Stored data entries
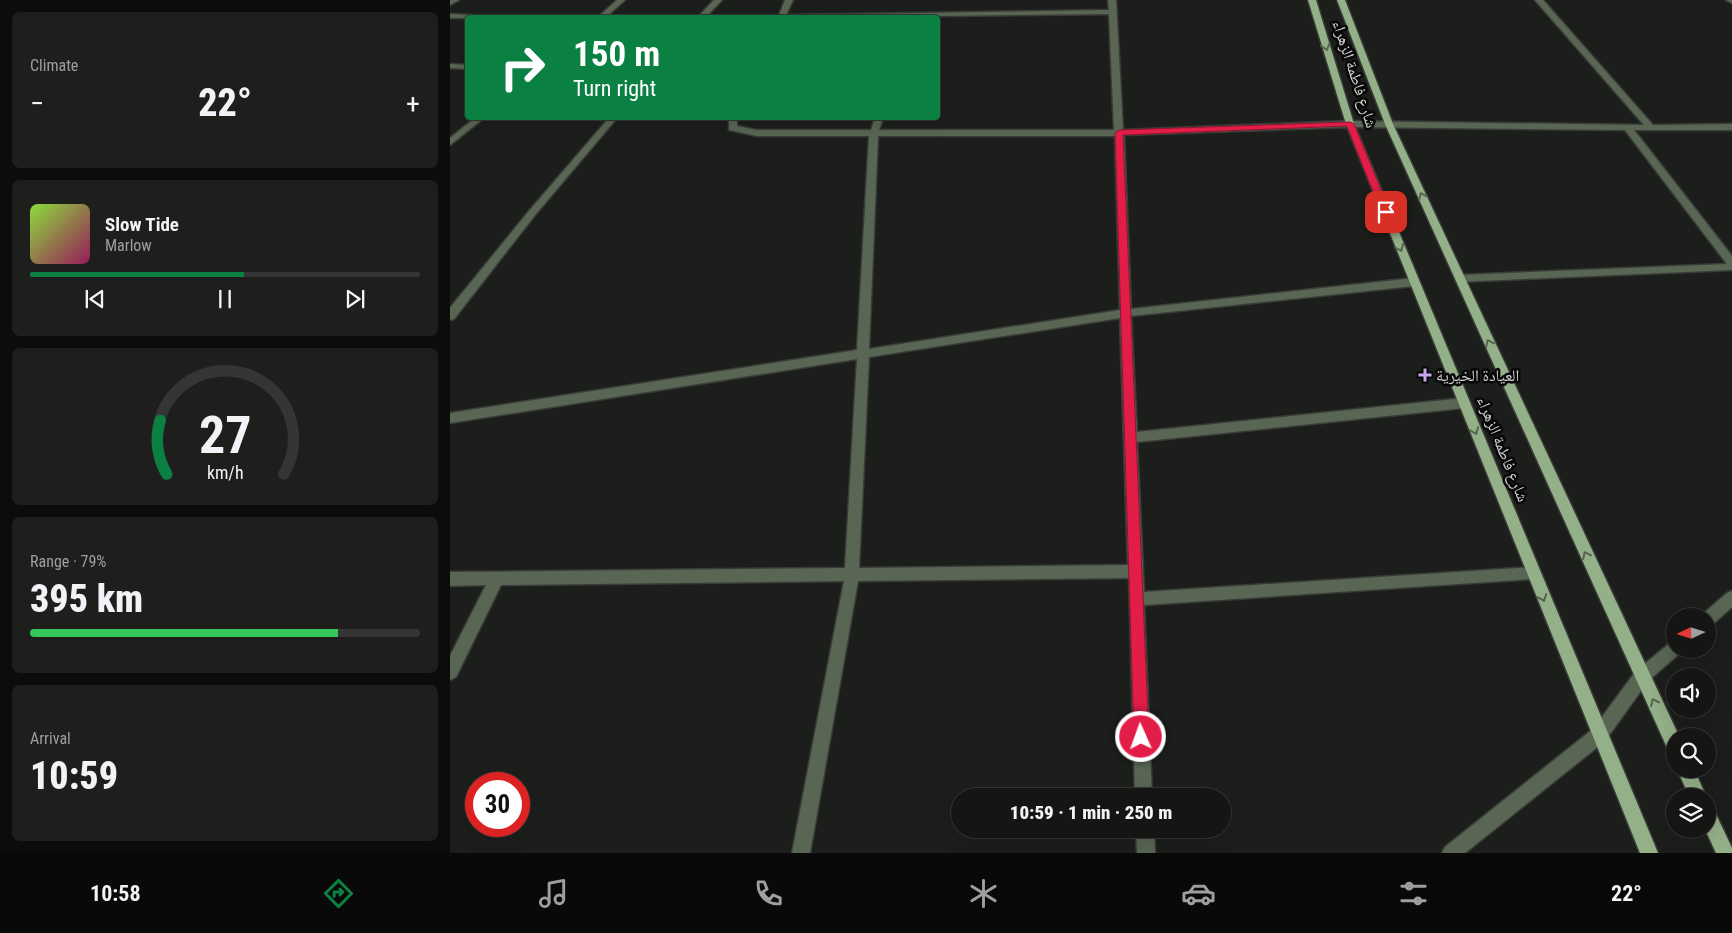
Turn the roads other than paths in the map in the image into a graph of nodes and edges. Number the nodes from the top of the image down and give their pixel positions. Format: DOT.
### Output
graph roads {
  1 [pos="455,0"];
  2 [pos="622,0"];
  3 [pos="718,0"];
  4 [pos="789,0"];
  5 [pos="1312,0"];
  6 [pos="1341,0"];
  7 [pos="1539,0"];
  8 [pos="450,3"];
  9 [pos="1112,6"];
  10 [pos="604,15"];
  11 [pos="703,15"];
  12 [pos="782,15"];
  13 [pos="931,15"];
  14 [pos="450,16"];
  15 [pos="465,17"];
  16 [pos="450,66"];
  17 [pos="465,67"];
  18 [pos="478,120"];
  19 [pos="611,120"];
  20 [pos="733,120"];
  21 [pos="878,120"];
  22 [pos="1350,124"];
  23 [pos="1389,124"];
  24 [pos="1732,127"];
  25 [pos="1628,128"];
  26 [pos="1651,128"];
  27 [pos="874,133"];
  28 [pos="1119,133"];
  29 [pos="450,142"];
  30 [pos="1732,265"];
  31 [pos="1460,280"];
  32 [pos="1414,282"];
  33 [pos="1126,313"];
  34 [pos="450,316"];
  35 [pos="864,354"];
  36 [pos="1464,403"];
  37 [pos="450,418"];
  38 [pos="1131,438"];
  39 [pos="1135,571"];
  40 [pos="1533,573"];
  41 [pos="852,574"];
  42 [pos="450,579"];
  43 [pos="497,579"];
  44 [pos="1732,598"];
  45 [pos="1136,599"];
  46 [pos="1716,613"];
  47 [pos="1666,656"];
  48 [pos="450,672"];
  49 [pos="1642,676"];
  50 [pos="1667,728"];
  51 [pos="1599,735"];
  52 [pos="1144,788"];
  53 [pos="1716,833"];
  54 [pos="1145,838"];
  55 [pos="801,853"];
  56 [pos="1146,853"];
  57 [pos="1451,853"];
  58 [pos="1649,853"];
  59 [pos="1725,853"];
  1 -- 8 [label="street"];
  2 -- 10 [label="street"];
  3 -- 11 [label="street"];
  4 -- 12 [label="street"];
  5 -- 22 [label="main road, شارع فاطمة الزهراء, one-way"];
  6 -- 23 [label="main road, شارع فاطمة الزهراء"];
  7 -- 26 [label="street"];
  9 -- 13 [label="street"];
  9 -- 28 [label="street"];
  14 -- 15 [label="street"];
  16 -- 17 [label="street"];
  18 -- 29 [label="street"];
  19 -- 34 [label="street"];
  20 -- 27 [label="street"];
  21 -- 27 [label="street"];
  22 -- 23 [label="street"];
  22 -- 28 [label="street"];
  22 -- 32 [label="main road, شارع فاطمة الزهراء, one-way"];
  23 -- 25 [label="street"];
  31 -- 23 [label="main road, شارع فاطمة الزهراء, one-way"];
  24 -- 26 [label="street"];
  25 -- 26 [label="street"];
  25 -- 30 [label="street"];
  27 -- 28 [label="street"];
  27 -- 35 [label="street"];
  28 -- 33 [label="street"];
  30 -- 31 [label="street"];
  49 -- 31 [label="main road, شارع فاطمة الزهراء, one-way"];
  32 -- 33 [label="street"];
  32 -- 36 [label="main road, شارع فاطمة الزهراء"];
  33 -- 35 [label="street"];
  33 -- 38 [label="street"];
  35 -- 37 [label="street"];
  35 -- 41 [label="street"];
  36 -- 38 [label="street"];
  36 -- 40 [label="main road, شارع فاطمة الزهراء, one-way"];
  38 -- 39 [label="street"];
  39 -- 41 [label="street"];
  39 -- 45 [label="street"];
  40 -- 45 [label="street"];
  40 -- 51 [label="main road, شارع فاطمة الزهراء, one-way"];
  41 -- 43 [label="street"];
  41 -- 55 [label="street"];
  42 -- 43 [label="street"];
  43 -- 48 [label="street"];
  44 -- 46 [label="street"];
  45 -- 52 [label="street"];
  47 -- 49 [label="street"];
  50 -- 49 [label="main road, شارع فاطمة الزهراء, one-way"];
  49 -- 51 [label="street"];
  51 -- 57 [label="street"];
  51 -- 58 [label="main road, شارع فاطمة الزهراء"];
  53 -- 59 [label="main road"];
  54 -- 56 [label="street"];
}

## What is expected
A copy of each line in the data above that holds the string "الزهراء" is needed.

## Result of this task
  5 -- 22 [label="main road, شارع فاطمة الزهراء, one-way"];
  6 -- 23 [label="main road, شارع فاطمة الزهراء"];
  22 -- 32 [label="main road, شارع فاطمة الزهراء, one-way"];
  31 -- 23 [label="main road, شارع فاطمة الزهراء, one-way"];
  49 -- 31 [label="main road, شارع فاطمة الزهراء, one-way"];
  32 -- 36 [label="main road, شارع فاطمة الزهراء"];
  36 -- 40 [label="main road, شارع فاطمة الزهراء, one-way"];
  40 -- 51 [label="main road, شارع فاطمة الزهراء, one-way"];
  50 -- 49 [label="main road, شارع فاطمة الزهراء, one-way"];
  51 -- 58 [label="main road, شارع فاطمة الزهراء"];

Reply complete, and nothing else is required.